_Problem to work on:_ Report every line of the records below that includes the string "Santi".

(Items from a dataset)
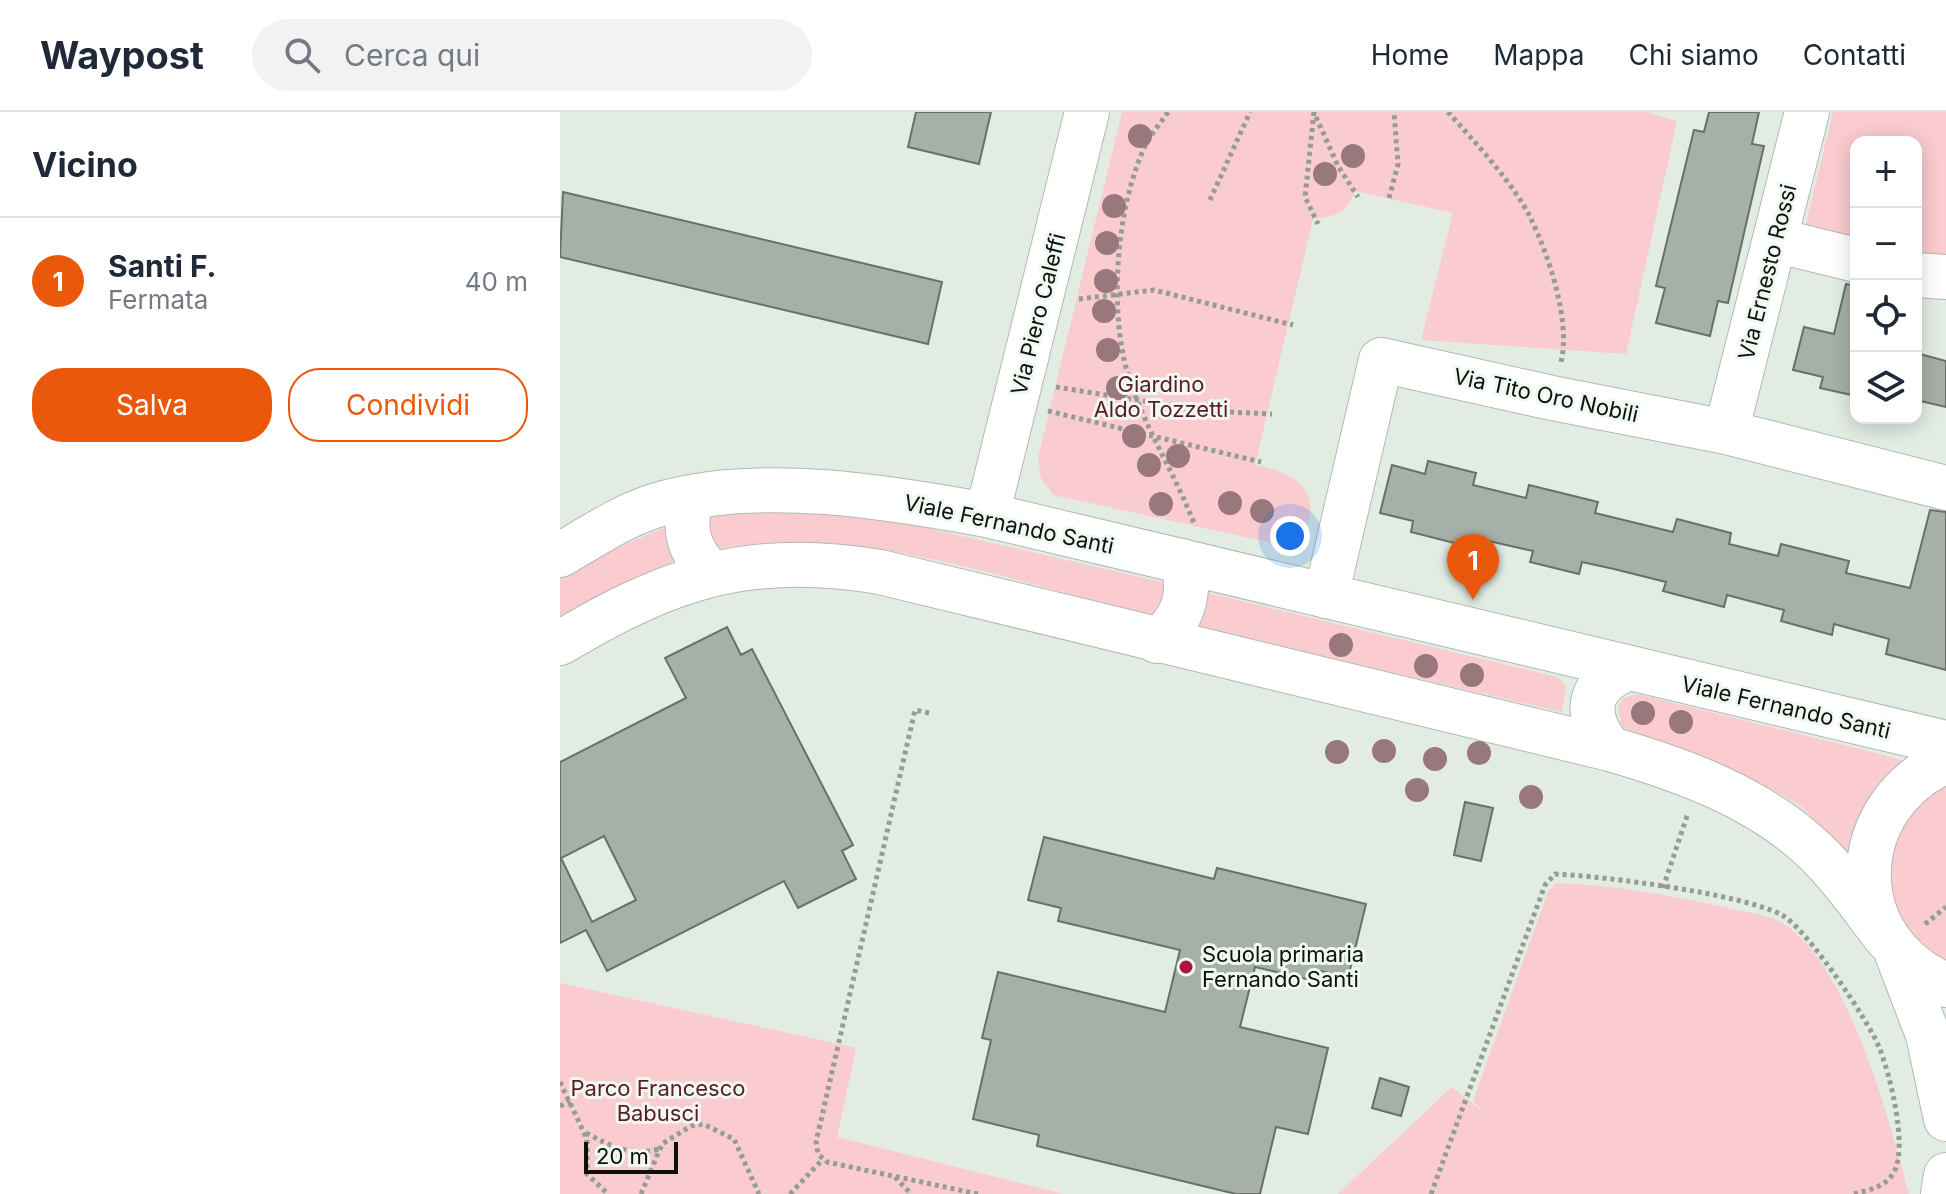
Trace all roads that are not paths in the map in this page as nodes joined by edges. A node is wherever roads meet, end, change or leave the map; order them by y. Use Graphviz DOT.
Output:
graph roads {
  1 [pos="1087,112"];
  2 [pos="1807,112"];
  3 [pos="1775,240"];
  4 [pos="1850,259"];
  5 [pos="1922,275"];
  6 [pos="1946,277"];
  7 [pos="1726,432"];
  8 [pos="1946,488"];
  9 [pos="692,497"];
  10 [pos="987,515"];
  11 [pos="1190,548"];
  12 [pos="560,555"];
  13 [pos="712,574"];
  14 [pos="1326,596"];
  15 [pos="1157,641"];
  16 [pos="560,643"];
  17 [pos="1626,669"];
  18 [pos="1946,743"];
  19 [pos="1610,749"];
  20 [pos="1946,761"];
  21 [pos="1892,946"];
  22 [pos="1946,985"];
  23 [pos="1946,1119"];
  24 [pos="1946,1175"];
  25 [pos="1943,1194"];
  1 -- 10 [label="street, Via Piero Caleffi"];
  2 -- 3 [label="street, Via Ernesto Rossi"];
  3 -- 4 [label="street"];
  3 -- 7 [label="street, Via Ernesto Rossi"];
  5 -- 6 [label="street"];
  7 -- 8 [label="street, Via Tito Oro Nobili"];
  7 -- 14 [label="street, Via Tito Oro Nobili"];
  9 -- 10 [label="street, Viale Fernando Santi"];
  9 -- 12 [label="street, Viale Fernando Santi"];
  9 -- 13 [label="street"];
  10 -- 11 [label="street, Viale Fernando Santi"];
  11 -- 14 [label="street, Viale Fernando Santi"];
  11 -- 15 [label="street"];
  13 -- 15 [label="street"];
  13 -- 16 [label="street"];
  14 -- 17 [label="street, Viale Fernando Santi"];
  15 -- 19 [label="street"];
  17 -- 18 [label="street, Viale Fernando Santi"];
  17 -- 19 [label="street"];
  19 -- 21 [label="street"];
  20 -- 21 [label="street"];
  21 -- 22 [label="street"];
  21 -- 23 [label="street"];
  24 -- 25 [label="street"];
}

_Result of the task:_
  9 -- 10 [label="street, Viale Fernando Santi"];
  9 -- 12 [label="street, Viale Fernando Santi"];
  10 -- 11 [label="street, Viale Fernando Santi"];
  11 -- 14 [label="street, Viale Fernando Santi"];
  14 -- 17 [label="street, Viale Fernando Santi"];
  17 -- 18 [label="street, Viale Fernando Santi"];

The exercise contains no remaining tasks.